Task instructions: In the data that follows, count the lines in which the word "junction" occurs, and report that figure alone.

Data excerpts:
----
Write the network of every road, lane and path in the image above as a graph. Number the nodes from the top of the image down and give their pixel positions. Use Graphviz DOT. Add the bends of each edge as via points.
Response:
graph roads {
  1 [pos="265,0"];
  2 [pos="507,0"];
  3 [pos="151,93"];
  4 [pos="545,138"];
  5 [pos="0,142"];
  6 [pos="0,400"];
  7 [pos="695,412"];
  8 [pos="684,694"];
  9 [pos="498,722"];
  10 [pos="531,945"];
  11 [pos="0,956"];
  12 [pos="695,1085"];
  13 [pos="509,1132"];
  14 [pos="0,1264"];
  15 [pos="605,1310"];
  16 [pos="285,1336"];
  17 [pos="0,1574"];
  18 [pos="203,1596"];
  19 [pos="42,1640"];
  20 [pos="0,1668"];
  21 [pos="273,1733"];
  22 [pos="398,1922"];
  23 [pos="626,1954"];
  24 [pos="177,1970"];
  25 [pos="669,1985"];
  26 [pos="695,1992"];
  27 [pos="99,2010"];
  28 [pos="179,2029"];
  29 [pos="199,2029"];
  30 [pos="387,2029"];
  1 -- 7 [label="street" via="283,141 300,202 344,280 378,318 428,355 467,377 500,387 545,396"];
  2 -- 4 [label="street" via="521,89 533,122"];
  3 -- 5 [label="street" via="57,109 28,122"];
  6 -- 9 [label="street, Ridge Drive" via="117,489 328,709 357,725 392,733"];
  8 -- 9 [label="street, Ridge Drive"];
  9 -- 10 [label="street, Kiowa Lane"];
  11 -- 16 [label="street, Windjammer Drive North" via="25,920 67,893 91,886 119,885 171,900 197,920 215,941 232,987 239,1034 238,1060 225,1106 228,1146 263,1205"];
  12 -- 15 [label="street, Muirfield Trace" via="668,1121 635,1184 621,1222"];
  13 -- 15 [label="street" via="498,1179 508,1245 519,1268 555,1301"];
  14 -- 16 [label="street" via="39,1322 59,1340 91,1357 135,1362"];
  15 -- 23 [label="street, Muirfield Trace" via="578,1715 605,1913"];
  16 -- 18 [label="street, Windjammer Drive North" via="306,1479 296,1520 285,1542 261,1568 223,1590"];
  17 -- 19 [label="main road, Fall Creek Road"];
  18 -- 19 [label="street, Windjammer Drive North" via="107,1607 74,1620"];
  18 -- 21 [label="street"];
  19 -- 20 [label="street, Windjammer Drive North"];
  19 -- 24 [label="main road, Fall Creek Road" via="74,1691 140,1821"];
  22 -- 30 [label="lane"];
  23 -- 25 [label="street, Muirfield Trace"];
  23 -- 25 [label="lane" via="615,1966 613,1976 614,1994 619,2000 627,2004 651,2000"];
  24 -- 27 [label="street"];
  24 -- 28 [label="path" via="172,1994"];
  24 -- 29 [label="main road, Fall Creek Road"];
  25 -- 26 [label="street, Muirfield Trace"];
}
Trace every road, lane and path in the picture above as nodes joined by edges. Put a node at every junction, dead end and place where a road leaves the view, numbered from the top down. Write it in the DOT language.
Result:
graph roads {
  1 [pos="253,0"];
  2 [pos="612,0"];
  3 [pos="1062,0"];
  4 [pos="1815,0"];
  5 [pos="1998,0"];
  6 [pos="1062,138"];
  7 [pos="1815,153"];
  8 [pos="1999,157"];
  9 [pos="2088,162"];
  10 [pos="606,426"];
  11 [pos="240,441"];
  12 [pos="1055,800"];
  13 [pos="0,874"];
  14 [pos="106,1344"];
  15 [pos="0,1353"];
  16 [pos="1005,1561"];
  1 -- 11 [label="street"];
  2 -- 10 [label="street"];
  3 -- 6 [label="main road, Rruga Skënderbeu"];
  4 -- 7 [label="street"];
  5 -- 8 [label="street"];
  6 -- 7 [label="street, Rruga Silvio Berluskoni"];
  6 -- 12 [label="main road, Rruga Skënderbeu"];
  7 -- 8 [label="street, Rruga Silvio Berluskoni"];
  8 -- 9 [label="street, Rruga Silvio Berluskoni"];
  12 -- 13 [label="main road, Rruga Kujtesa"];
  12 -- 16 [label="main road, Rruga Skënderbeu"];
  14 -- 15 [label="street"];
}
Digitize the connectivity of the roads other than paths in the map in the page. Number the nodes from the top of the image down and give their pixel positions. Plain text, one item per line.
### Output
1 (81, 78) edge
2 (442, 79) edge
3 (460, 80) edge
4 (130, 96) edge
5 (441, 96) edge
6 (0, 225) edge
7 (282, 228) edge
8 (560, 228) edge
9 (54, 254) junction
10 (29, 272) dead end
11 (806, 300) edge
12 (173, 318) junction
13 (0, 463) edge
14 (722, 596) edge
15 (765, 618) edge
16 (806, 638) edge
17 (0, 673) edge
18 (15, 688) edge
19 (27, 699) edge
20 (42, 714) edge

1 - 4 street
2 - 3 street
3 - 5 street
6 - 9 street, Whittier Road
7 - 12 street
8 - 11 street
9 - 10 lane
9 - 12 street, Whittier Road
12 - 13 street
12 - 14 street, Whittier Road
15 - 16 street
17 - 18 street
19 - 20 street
----
The completed task: 3